- YOUR GOAL -
Gather all lines in the records below that include the word "change".

- DATA -
===

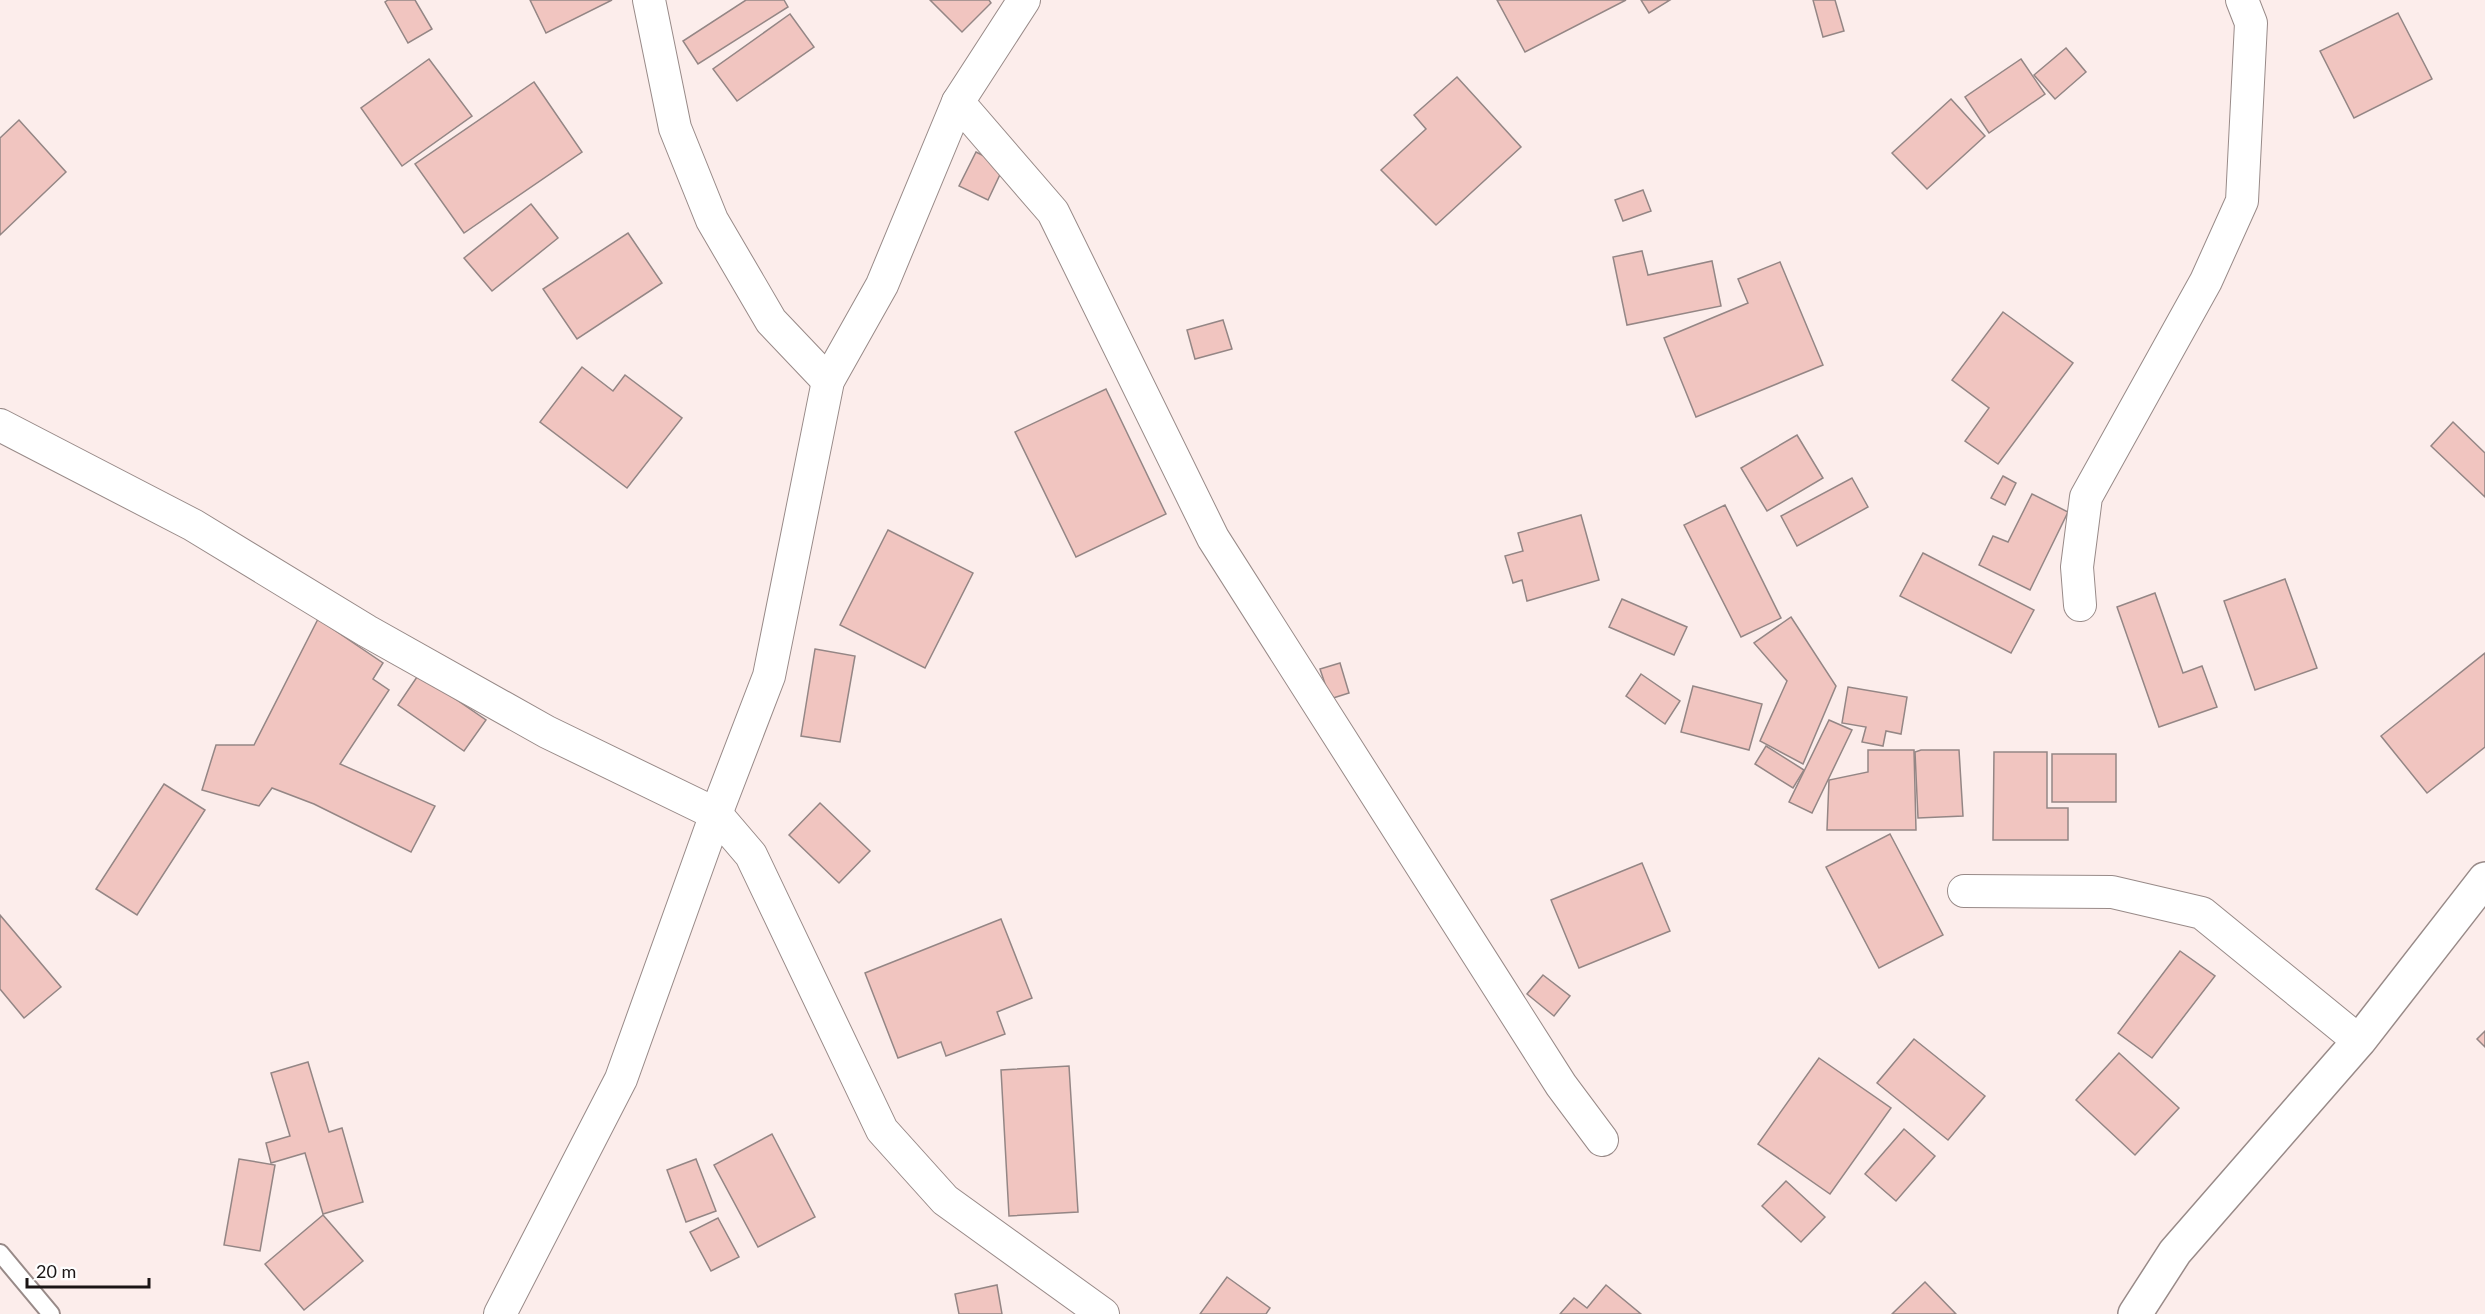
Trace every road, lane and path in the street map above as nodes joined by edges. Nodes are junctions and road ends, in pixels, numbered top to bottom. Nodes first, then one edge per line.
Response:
1 (649, 0) edge
2 (1024, 0) edge
3 (2242, 0) edge
4 (958, 102) junction
5 (828, 381) junction
6 (0, 425) edge
7 (2080, 605) dead end
8 (716, 814) junction
9 (2485, 879) edge
10 (1964, 891) dead end
11 (2359, 1041) junction
12 (1602, 1140) dead end
13 (0, 1253) edge
14 (51, 1314) edge
15 (500, 1314) edge
16 (1103, 1314) edge
17 (2135, 1314) edge

1 - 5 street
2 - 4 street
3 - 7 street
4 - 5 street
4 - 12 street
5 - 8 street
6 - 8 street
8 - 15 street
8 - 16 street
9 - 11 street
10 - 11 street
11 - 17 street
13 - 14 lane

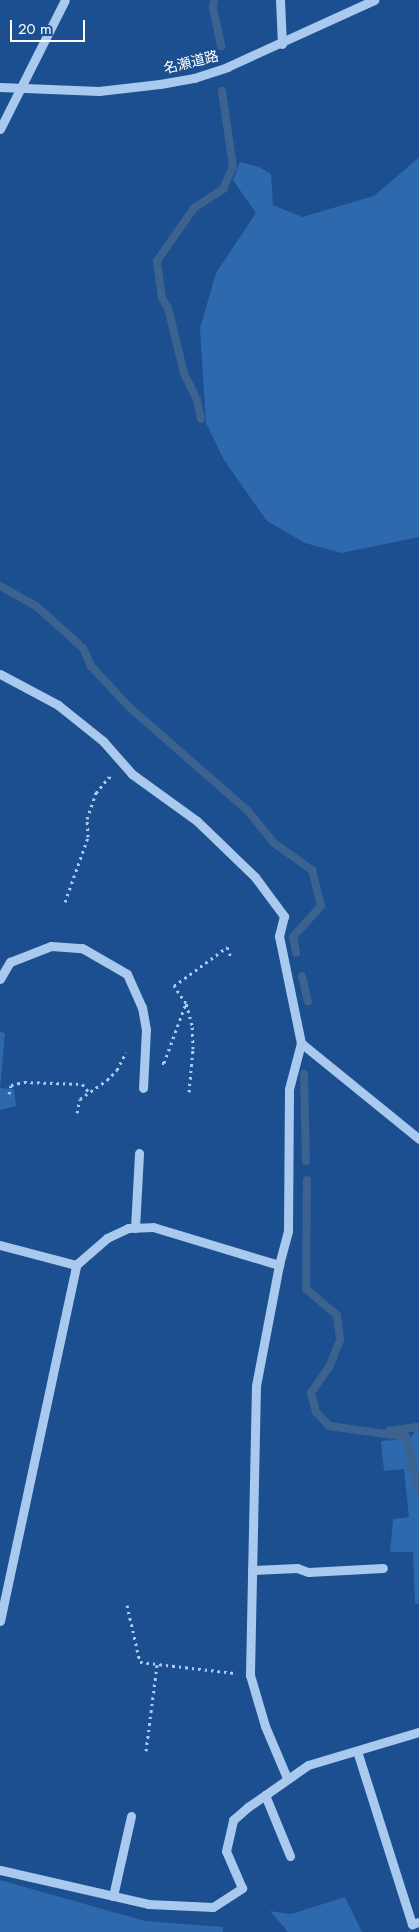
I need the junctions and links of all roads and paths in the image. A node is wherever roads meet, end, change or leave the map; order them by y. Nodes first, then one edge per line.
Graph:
1 (65, 0) edge
2 (280, 0) edge
3 (374, 0) edge
4 (282, 44) junction
5 (0, 87) edge
6 (21, 89) junction
7 (0, 129) edge
8 (0, 674) edge
9 (109, 777) dead end
10 (65, 902) dead end
11 (231, 957) dead end
12 (0, 979) edge
13 (186, 1003) junction
14 (301, 1043) junction
15 (164, 1063) dead end
16 (117, 1070) dead end
17 (143, 1088) dead end
18 (89, 1092) junction
19 (189, 1092) dead end
20 (9, 1094) dead end
21 (78, 1113) dead end
22 (419, 1139) edge
23 (139, 1153) dead end
24 (135, 1228) junction
25 (0, 1245) edge
26 (76, 1265) junction
27 (279, 1265) junction
28 (383, 1568) dead end
29 (252, 1570) junction
30 (127, 1605) dead end
31 (0, 1621) edge
32 (157, 1664) junction
33 (250, 1675) junction
34 (419, 1732) edge
35 (146, 1751) dead end
36 (356, 1751) junction
37 (288, 1778) junction
38 (265, 1795) junction
39 (131, 1816) dead end
40 (290, 1856) dead end
41 (0, 1870) edge
42 (113, 1896) junction
43 (419, 1922) edge

1 - 6 street
2 - 4 street
3 - 4 street, 名瀬道路
4 - 6 street, 名瀬道路
5 - 6 street, 名瀬道路
6 - 7 street
8 - 14 street
9 - 10 path
11 - 13 path
12 - 17 street
13 - 15 path
13 - 19 path
14 - 22 street
14 - 27 street
16 - 18 path
18 - 20 path
18 - 21 path
23 - 24 street
24 - 26 street
24 - 27 street
25 - 26 street
26 - 31 street
27 - 29 street
28 - 29 street
29 - 33 street
30 - 32 path
32 - 33 path
32 - 35 path
33 - 37 street
34 - 36 street
36 - 37 street
36 - 43 street
37 - 38 street
38 - 40 street
38 - 42 street
39 - 42 street
41 - 42 street

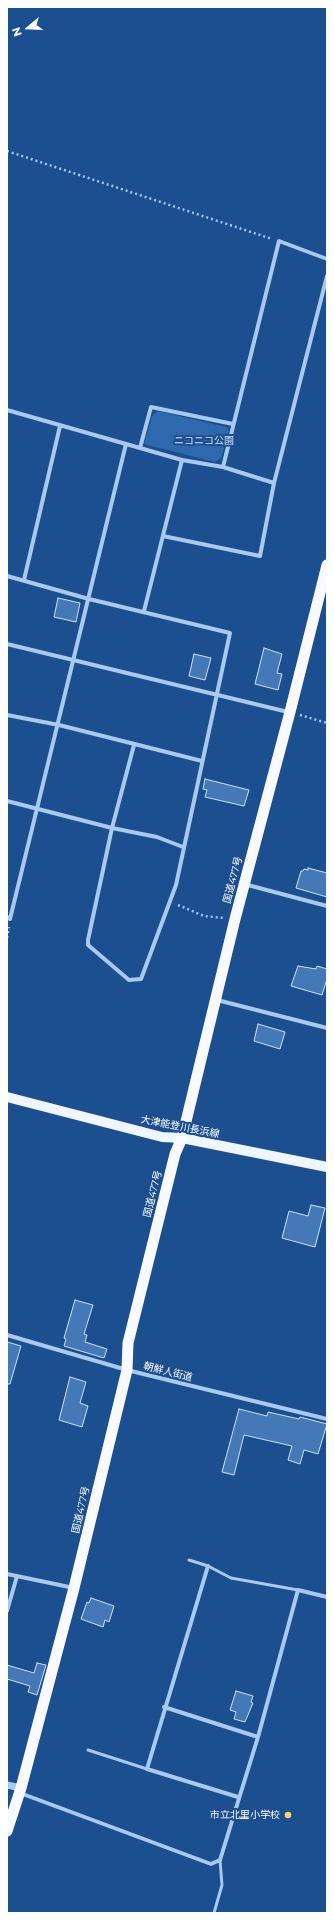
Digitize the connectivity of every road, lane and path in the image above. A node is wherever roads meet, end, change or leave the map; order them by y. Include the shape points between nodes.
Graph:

===

- TASK OUTPUT -
I need the junctions and links of all roads and paths in the image. A node is wherever roads meet, end, change or leave the map; order them by y. Nodes first, then one edge per line.
Digitize the connectivity of every road, lane and path in the image above. A node is wherever roads meet, end, change or leave the map; order them by y. Include the shape points between nodes.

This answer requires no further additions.